Netflix Revenues Rise 15 Percent in Q3

ADVERTISEMENT

Adding 5.07 million net new subscribers in the third quarter to reach a total of 282.7 million members, Netflix saw its revenues rise by 15 percent in the period to $9.82 billion.

The U.S. and Canada brought in revenues of $4.3 billion, a 5 percent increase, with memberships at 84.8 million, a gain of 690,000. EMEA revenues were flat at $3.1 billion, with 2.2 million membership additions to reach 96.1 million. LatAm revenues were down 5 percent to $1.2 billion, with its subscriber base slipping slightly to 49.2 million. AsiaPac revenues also fell by 4 percent to $1.1 billion, but the platform added 2.3 million subs to reach 52.6 million members.

“Engagement, our best proxy for member happiness, remains healthy,” the streaming giant said in its letter to shareholders. “Through the first three quarters of 2024, view hours per member among owner households (the clearest view of engagement trends post the introduction of paid sharing) increased year over year.”

The company also touted gains in its ad-supported tier, which grew 35 percent quarter on quarter. “However, we have much more work to do improving our offering for advertisers, which will be a priority over the next few years. Our in-house first party ad tech platform is on track to roll out in Canada next month, with a broader launch to all ads countries in 2025. We’ve also expanded our programmatic capabilities with The Trade Desk and Google DV 360, which is going well. It’s still very early for our advertising initiative. As we said last quarter, it takes time to build a new revenue stream and we don’t expect ads to be a primary driver of our revenue growth in 2025. The near-term challenge (and medium term opportunity) is that we’re scaling faster than our ability to monetize our growing ad inventory. While this creates a short term drag on ARM, we are balancing building ads scale (for more meaningful ads revenue and ARM contribution over time) while still delivering healthy overall revenue growth in the near term. And we’re making progress with ads monetization, as we saw in this year’s U.S. Upfront, closing deals with all major holding companies as well as independent agencies, with a 150 percent plus increase in upfront ad sales commitments over 2023, in-line with our expectations.”

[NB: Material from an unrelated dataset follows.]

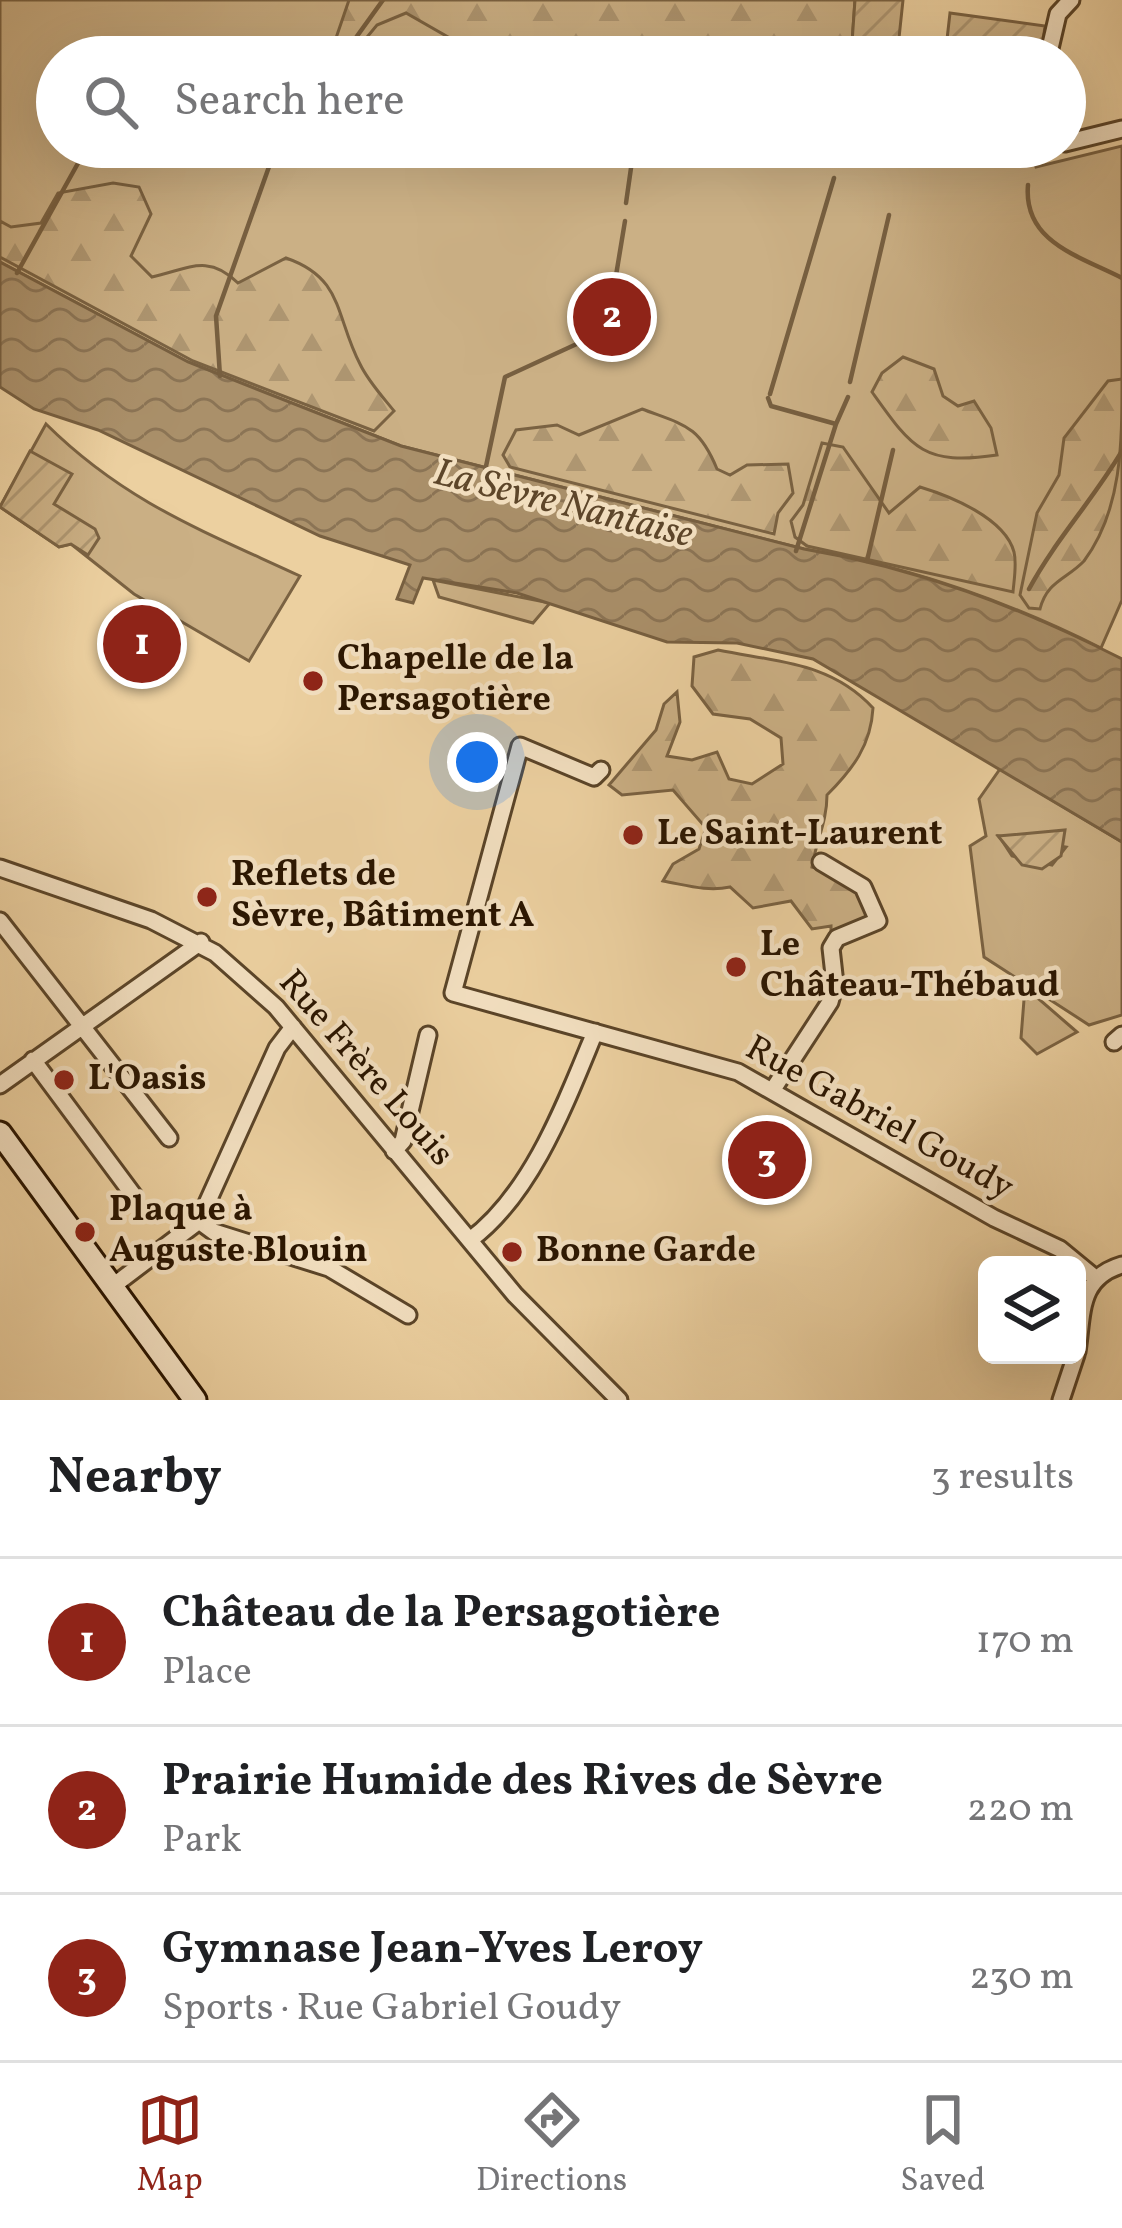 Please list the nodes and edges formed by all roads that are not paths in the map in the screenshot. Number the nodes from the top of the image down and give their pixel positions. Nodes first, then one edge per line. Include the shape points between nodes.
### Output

Its letter to shareholders also pointed to the bundling trend—and Netflix’s ability to avid it. “Programming for such a large, engaged audience, with so much variety and great quality, is hard. It’s why streaming services which lack our breadth of content are increasingly looking to bundle their offerings (selling and discounting their services together, channel offerings, etc.). Netflix is already an extraordinary package of series and films (licensed and original), and increasingly games and live events—all in one place and for one price, easy to use and great value for money. At just under 10 percent of TV time today in our biggest countries, we believe there’s a huge opportunity to grow that share by investing even more in our slate and continuing to improve the variety and quality of our offering. Part of that improvement is ensuring we have a steady drumbeat of great, new TV shows, movies and games throughout the year to satisfy our members.”

Its volume of content has picked up again after a “patchy” 2024 following the strikes, the platform noted.